Skip to content

Latest commit

 

History

History

cae

CAE is a novel masked image modeling (MIM) approach for self-supervised representation pretraining. The goal is to pretrain an encoder by solving the pretext task: estimate the masked patches from the visible patches in an image. We first feed the visible patches into the encoder, extracting the representations. Then, we make predictions from visible patches to masked patches in the encoded representation space. We introduce an alignment constraint, encouraging that the representations for masked patches, predicted from the encoded representations of visible patches, are aligned with the masked patch presentations computed from the encoder.
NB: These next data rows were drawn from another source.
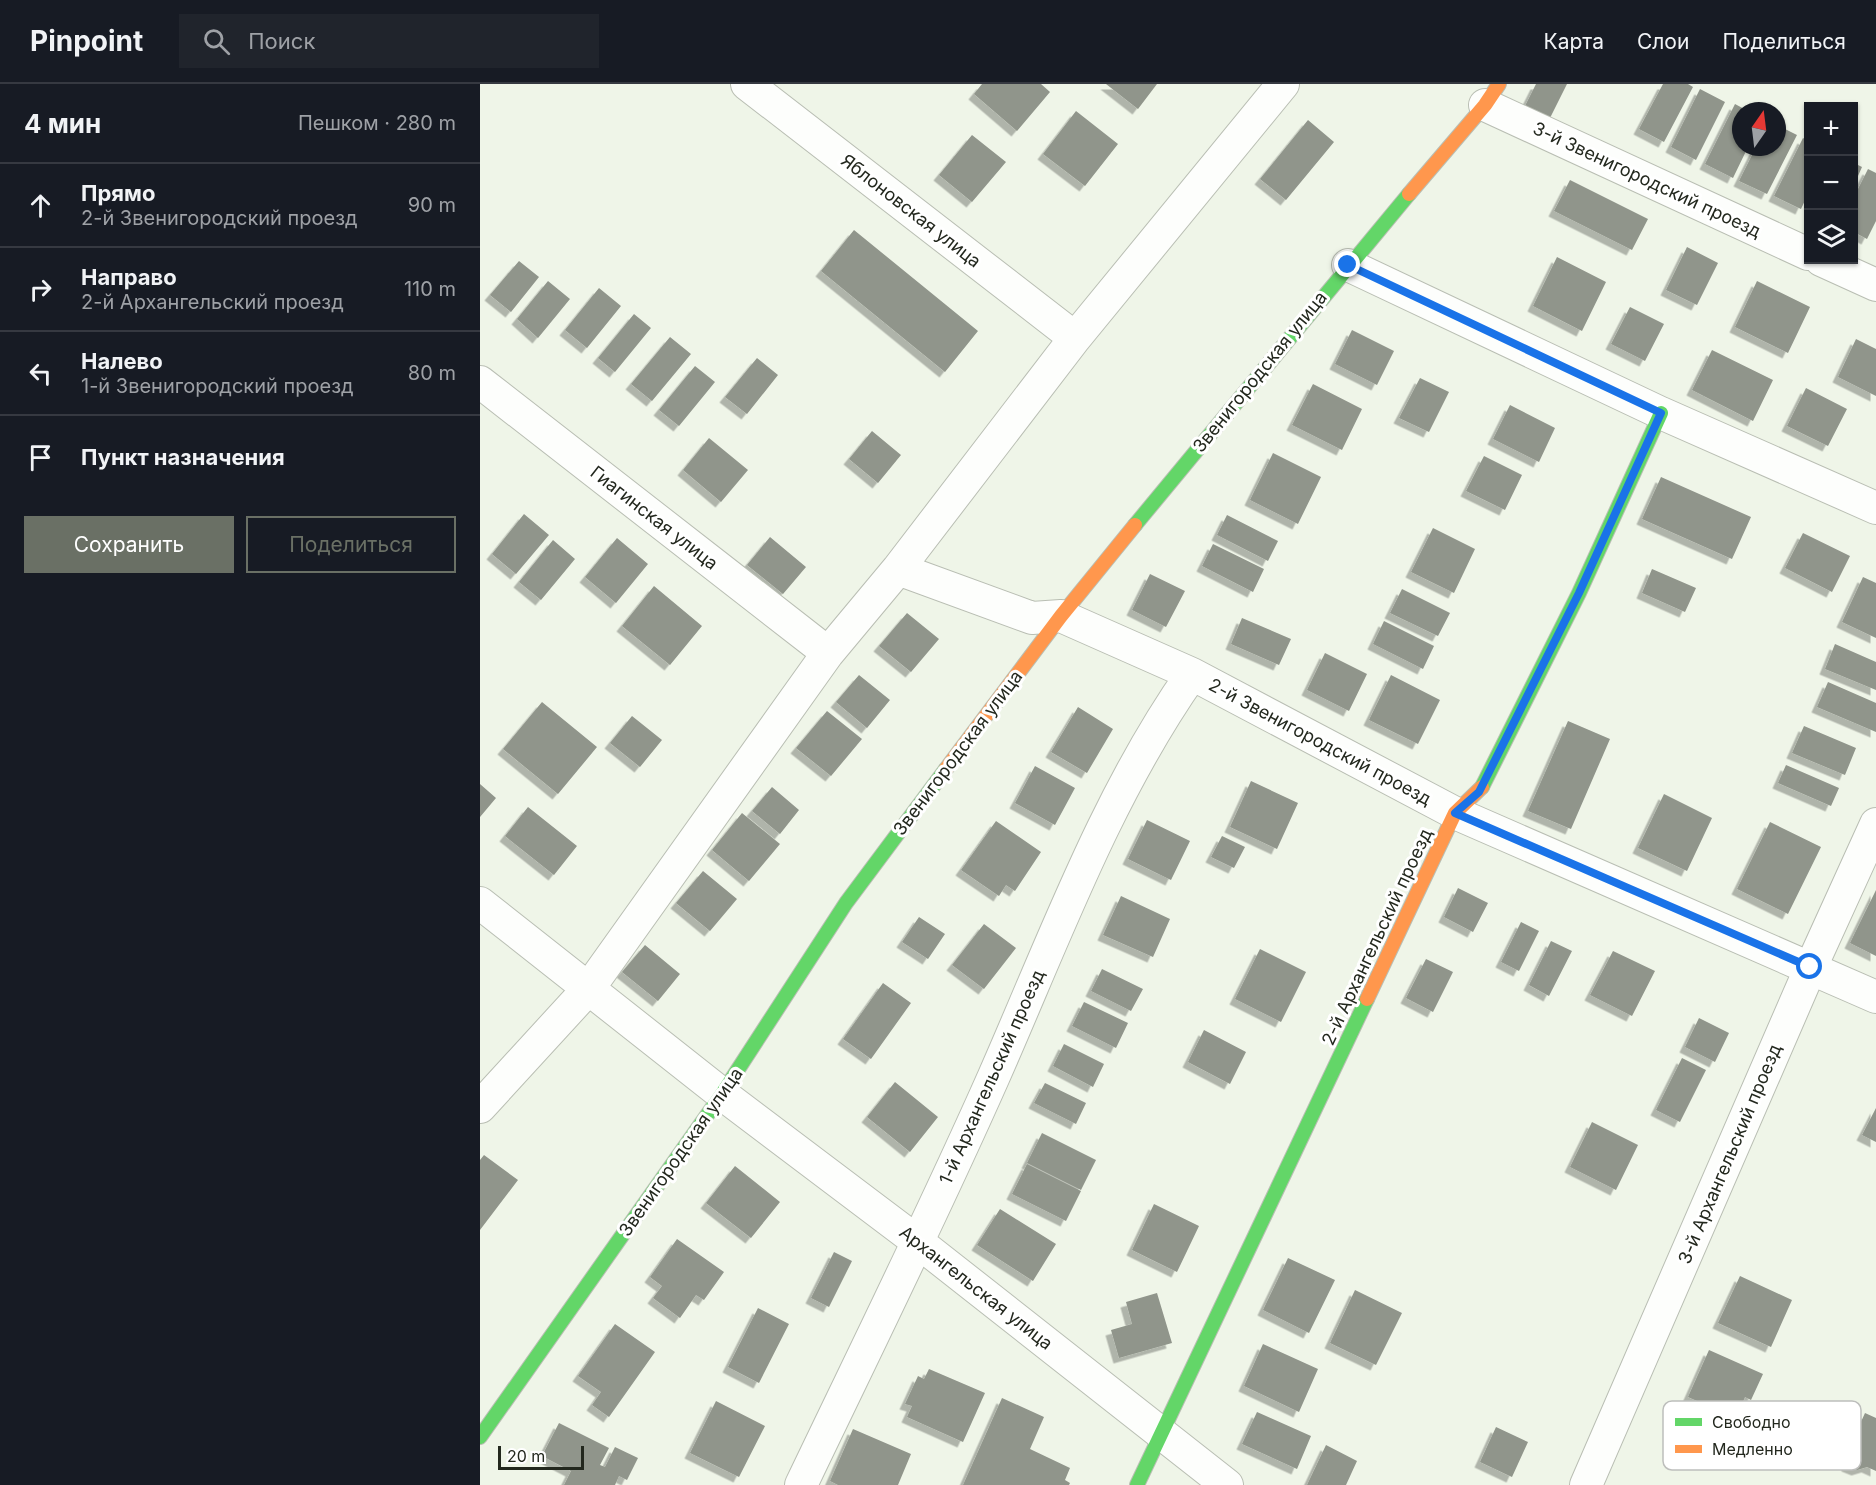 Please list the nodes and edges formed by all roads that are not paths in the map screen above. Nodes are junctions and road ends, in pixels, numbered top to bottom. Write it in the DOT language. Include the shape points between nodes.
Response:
graph roads {
  1 [pos="747,84"];
  2 [pos="1283,84"];
  3 [pos="1492,95"];
  4 [pos="1804,251"];
  5 [pos="1830,264"];
  6 [pos="1348,265"];
  7 [pos="1876,285"];
  8 [pos="1075,338"];
  9 [pos="480,382"];
  10 [pos="1661,413"];
  11 [pos="1876,508"];
  12 [pos="898,569"];
  13 [pos="1061,616"];
  14 [pos="828,653"];
  15 [pos="1192,674"];
  16 [pos="1455,813"];
  17 [pos="1876,824"];
  18 [pos="480,903"];
  19 [pos="1810,967"];
  20 [pos="589,988"];
  21 [pos="1876,997"];
  22 [pos="722,1095"];
  23 [pos="480,1107"];
  24 [pos="918,1242"];
  25 [pos="1163,1433"];
  26 [pos="480,1437"];
  27 [pos="801,1485"];
  28 [pos="1137,1485"];
  29 [pos="1227,1485"];
  30 [pos="1586,1485"];
  1 -- 8 [label="street, Яблоновская улица"];
  2 -- 8 [label="street"];
  3 -- 4 [label="street, 3-й Звенигородский проезд"];
  3 -- 6 [label="street, Звенигородская улица"];
  5 -- 7 [label="street"];
  6 -- 10 [label="street"];
  6 -- 13 [label="street, Звенигородская улица"];
  8 -- 12 [label="street"];
  9 -- 14 [label="street, Гиагинская улица"];
  10 -- 11 [label="street"];
  10 -- 16 [label="street, 2-й Архангельский проезд" via="1579,593 1485,782"];
  12 -- 13 [label="street" via="1032,618"];
  12 -- 14 [label="street"];
  13 -- 15 [label="street, 2-й Звенигородский проезд"];
  13 -- 22 [label="street, Звенигородская улица" via="846,903"];
  14 -- 20 [label="street"];
  15 -- 16 [label="street, 2-й Звенигородский проезд"];
  15 -- 24 [label="street, 1-й Архангельский проезд" via="1158,722 1100,834"];
  16 -- 19 [label="street, 2-й Звенигородский проезд"];
  16 -- 25 [label="street, 2-й Архангельский проезд"];
  17 -- 19 [label="street, 3-й Архангельский проезд"];
  18 -- 20 [label="street"];
  19 -- 21 [label="street, 2-й Звенигородский проезд"];
  19 -- 30 [label="street, 3-й Архангельский проезд"];
  20 -- 22 [label="street, Архангельская улица"];
  20 -- 23 [label="street"];
  22 -- 24 [label="street, Архангельская улица"];
  22 -- 26 [label="street, Звенигородская улица"];
  24 -- 25 [label="street, Архангельская улица"];
  24 -- 27 [label="street, 1-й Архангельский проезд"];
  25 -- 28 [label="street, 2-й Архангельский проезд"];
  25 -- 29 [label="street, Архангельская улица"];
}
In other words, the predicted representations are expected to lie in the encoded representation space, which empirically shows the benefit to representation learning. Last, the predicted masked patch representations are mapped to the targets of the pretext task through a decoder.

In comparison to previous MIM methods (e.g., BEiT) that couple the encoding and pretext task completion roles, our approach benefits the separation of the representation learning (encoding) role and the pretext task completion role, improving the representation learning capacity and accordingly helping more on downstream tasks. In addition, we present the explanations about why contrastive pretraining and supervised pretraining perform similarly and why MIM potentially performs better. We demonstrate the effectiveness of our CAE through superior transfer performance in downstream tasks: semantic segmentation, and object detection and instance segmentation.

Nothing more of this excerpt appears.